Problem to work on: Only the lines from the top of the material through the line containing "middle dip: (201, 167)" should be restated, each one exactly.

Provided data:
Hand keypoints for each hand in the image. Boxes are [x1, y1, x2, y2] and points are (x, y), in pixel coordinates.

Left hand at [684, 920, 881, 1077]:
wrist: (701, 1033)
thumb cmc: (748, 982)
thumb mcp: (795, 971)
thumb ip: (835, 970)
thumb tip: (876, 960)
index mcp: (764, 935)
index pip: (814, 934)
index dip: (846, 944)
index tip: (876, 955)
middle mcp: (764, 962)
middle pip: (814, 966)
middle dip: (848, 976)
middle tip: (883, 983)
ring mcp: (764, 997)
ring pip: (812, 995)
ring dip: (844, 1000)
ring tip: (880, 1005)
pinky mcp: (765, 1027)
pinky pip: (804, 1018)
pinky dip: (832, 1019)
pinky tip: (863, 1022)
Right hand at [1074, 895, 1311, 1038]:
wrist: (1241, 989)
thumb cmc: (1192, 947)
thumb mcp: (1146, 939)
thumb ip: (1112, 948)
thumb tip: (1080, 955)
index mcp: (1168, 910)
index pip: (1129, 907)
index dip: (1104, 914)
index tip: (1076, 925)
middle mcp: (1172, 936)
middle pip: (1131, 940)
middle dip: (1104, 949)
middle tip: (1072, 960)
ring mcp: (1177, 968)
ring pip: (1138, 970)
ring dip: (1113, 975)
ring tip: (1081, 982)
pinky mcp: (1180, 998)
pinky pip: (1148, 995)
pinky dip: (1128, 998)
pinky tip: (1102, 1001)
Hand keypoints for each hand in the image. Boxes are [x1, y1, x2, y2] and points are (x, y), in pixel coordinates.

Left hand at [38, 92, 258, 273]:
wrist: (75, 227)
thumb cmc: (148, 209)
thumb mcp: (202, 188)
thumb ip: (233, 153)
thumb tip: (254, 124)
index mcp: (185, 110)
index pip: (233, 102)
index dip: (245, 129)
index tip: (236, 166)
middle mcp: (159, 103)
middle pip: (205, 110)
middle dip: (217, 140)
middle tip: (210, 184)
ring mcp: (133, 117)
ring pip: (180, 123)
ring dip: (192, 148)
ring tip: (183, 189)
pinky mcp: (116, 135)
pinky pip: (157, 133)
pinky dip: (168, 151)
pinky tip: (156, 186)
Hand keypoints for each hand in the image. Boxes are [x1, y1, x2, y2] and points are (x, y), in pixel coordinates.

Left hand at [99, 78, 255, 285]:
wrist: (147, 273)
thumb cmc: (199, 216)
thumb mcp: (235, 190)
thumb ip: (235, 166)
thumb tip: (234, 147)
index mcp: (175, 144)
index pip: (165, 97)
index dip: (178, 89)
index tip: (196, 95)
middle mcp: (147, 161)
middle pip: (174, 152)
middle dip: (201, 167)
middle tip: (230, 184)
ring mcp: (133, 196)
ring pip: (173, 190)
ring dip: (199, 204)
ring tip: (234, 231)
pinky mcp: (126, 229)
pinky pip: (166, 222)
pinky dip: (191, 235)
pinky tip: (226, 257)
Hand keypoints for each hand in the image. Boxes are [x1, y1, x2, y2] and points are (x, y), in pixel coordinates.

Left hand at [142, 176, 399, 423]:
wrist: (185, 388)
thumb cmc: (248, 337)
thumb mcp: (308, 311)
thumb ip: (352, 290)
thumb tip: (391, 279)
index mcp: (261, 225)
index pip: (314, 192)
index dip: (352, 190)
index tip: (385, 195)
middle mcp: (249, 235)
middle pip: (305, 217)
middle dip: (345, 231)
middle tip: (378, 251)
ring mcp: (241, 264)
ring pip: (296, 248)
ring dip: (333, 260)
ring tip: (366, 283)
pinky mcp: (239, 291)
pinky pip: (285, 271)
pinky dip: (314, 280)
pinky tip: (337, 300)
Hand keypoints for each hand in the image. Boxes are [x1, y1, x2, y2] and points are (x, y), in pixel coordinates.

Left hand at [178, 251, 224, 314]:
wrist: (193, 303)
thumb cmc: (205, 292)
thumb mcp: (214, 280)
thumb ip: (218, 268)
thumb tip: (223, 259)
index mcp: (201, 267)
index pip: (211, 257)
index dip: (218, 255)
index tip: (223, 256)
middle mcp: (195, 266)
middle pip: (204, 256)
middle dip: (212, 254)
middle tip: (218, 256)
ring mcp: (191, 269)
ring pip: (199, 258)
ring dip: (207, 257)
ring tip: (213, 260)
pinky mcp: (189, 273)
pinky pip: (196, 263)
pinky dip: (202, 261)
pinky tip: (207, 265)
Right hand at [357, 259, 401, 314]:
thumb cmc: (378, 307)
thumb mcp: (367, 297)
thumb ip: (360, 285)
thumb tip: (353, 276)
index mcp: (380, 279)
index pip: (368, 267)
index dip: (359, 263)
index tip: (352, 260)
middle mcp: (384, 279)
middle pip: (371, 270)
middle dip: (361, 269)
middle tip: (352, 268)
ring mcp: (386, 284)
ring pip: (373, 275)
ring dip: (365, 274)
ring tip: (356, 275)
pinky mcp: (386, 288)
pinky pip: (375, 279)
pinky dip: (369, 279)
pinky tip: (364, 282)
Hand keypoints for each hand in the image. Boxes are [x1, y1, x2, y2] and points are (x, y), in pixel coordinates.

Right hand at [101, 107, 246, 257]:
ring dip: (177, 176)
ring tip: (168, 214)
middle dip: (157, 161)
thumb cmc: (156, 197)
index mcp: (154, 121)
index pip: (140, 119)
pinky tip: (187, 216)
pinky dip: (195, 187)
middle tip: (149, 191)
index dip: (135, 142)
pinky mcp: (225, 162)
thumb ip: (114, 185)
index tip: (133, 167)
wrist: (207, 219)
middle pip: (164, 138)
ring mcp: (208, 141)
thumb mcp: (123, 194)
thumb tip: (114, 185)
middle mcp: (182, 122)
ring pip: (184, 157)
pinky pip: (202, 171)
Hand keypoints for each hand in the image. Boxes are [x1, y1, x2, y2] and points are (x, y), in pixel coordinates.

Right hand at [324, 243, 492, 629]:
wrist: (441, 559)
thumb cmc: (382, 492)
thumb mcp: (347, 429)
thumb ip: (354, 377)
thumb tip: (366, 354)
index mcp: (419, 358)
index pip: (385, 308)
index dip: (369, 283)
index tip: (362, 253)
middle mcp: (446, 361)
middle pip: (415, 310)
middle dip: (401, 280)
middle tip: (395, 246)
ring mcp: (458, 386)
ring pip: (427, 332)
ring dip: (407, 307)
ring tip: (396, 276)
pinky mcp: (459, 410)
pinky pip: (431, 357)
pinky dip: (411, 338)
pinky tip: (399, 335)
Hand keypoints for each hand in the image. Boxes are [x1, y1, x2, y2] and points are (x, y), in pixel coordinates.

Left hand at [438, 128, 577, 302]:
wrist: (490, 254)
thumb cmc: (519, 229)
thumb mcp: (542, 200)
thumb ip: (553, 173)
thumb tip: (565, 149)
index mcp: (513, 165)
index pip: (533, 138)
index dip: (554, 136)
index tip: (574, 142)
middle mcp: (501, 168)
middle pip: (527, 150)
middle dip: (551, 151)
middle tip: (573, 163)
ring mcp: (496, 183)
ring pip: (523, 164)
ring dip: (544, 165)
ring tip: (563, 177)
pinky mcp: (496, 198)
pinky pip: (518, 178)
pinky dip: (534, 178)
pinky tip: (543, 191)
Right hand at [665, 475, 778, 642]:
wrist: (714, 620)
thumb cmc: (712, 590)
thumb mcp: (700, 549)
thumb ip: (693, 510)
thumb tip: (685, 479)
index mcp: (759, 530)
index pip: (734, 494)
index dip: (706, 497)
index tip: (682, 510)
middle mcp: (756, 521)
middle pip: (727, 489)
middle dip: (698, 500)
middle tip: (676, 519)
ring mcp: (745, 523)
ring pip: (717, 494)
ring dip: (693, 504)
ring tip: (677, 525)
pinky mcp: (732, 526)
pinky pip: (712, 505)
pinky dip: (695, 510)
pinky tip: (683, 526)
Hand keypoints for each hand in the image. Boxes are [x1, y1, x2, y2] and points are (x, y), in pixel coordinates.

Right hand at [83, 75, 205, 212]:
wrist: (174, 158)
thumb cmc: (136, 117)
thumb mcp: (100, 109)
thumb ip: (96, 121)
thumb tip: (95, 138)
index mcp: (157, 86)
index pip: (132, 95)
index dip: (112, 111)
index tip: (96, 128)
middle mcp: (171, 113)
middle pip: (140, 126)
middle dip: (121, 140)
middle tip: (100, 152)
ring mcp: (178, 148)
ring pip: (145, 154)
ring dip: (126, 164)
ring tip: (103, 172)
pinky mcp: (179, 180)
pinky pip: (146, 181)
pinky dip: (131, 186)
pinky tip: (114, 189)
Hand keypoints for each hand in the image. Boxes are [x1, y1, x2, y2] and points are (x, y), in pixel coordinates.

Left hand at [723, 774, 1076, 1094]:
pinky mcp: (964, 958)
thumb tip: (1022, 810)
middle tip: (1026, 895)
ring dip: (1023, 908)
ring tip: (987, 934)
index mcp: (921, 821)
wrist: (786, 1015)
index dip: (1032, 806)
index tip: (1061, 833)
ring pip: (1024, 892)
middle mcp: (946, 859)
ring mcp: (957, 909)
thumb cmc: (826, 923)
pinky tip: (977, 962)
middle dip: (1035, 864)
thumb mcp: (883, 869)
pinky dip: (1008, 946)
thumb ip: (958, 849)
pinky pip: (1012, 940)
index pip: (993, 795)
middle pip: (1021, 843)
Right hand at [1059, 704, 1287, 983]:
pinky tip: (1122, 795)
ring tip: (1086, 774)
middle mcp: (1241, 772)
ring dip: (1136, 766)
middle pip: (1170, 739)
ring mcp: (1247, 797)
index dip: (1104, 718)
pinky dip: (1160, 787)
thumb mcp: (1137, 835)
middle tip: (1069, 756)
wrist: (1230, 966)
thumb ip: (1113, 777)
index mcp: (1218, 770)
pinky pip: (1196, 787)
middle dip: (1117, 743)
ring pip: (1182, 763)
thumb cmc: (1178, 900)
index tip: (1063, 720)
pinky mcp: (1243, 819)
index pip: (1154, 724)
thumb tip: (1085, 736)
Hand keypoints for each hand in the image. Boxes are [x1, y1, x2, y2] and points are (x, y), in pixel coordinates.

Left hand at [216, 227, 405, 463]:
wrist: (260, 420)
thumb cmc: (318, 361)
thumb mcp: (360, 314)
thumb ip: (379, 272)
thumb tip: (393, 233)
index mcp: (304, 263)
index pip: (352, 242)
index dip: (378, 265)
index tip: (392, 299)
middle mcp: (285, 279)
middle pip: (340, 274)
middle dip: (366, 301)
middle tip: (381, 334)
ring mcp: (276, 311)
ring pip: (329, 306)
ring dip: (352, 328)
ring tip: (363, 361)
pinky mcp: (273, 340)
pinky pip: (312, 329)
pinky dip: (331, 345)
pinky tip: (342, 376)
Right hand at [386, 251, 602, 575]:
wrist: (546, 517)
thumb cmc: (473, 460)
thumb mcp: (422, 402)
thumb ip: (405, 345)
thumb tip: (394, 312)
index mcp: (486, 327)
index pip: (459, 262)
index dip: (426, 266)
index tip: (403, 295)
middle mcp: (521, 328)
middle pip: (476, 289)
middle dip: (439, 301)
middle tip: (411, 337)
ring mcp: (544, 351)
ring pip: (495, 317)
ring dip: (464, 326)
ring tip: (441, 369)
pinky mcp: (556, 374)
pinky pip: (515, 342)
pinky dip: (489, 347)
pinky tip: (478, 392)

Your response:
Hand keypoints for each hand in the image. Boxes are [x1, y1, x2, y2] and points are (x, y), in pixel coordinates.

Left hand at [684, 920, 881, 1077]:
wrist: (701, 1033)
thumb cmc: (748, 982)
thumb mcp: (795, 971)
thumb ip: (835, 970)
thumb tip: (876, 960)
index mcp: (764, 935)
index pip: (814, 934)
index dip: (846, 944)
index tip: (876, 955)
middle mcp: (764, 962)
middle pip: (814, 966)
middle dip: (848, 976)
middle tip: (883, 983)
ring mcp: (764, 997)
ring pip: (812, 995)
ring dip: (844, 1000)
ring tip: (880, 1005)
pinky mcp: (765, 1027)
pinky pip: (804, 1018)
pinky dip: (832, 1019)
pinky tip: (863, 1022)
Right hand at [1074, 895, 1311, 1038]:
wrist: (1241, 989)
thumb cmc: (1192, 947)
thumb mcp: (1146, 939)
thumb ip: (1112, 948)
thumb tip: (1080, 955)
index mcp: (1168, 910)
index pip: (1129, 907)
index dip: (1104, 914)
index tip: (1076, 925)
middle mcp: (1172, 936)
middle pip: (1131, 940)
middle dip: (1104, 949)
middle tip: (1072, 960)
ring mcp: (1177, 968)
ring pip: (1138, 970)
ring dip: (1113, 975)
ring tip: (1081, 982)
pinky mcp: (1180, 998)
pinky pip: (1148, 995)
pinky dip: (1128, 998)
pinky tip: (1102, 1001)
Hand keypoints for each hand in the image. Boxes are [x1, y1, x2, y2] and points are (x, y), in pixel coordinates.

Left hand at [38, 92, 258, 273]:
wrist: (75, 227)
thumb cmc: (148, 209)
thumb mcp: (202, 188)
thumb ip: (233, 153)
thumb tip: (254, 124)
index mcp: (185, 110)
index pip: (233, 102)
index dip: (245, 129)
index tip: (236, 166)
middle mcp: (159, 103)
middle pip: (205, 110)
middle dip: (217, 140)
middle tip: (210, 184)
ring mcp: (133, 117)
ring pip: (180, 123)
ring dip: (192, 148)
ring tip: (183, 189)
pinky mcp: (116, 135)
pinky pip: (157, 133)
pinky dip: (168, 151)
pinky tip: (156, 186)
Hand keypoints for each hand in the image. Boxes are [x1, y1, x2, y2] and points are (x, y), in pixel coordinates.

Left hand at [99, 78, 255, 285]:
wrist: (147, 273)
thumb cmc: (199, 216)
thumb mcp: (235, 190)
thumb ip: (235, 166)
thumb tip: (234, 147)
index mcp: (175, 144)
index pip: (165, 97)
index dip: (178, 89)
index tip: (196, 95)
middle mcp: (147, 161)
middle pip: (174, 152)
middle dip: (201, 167)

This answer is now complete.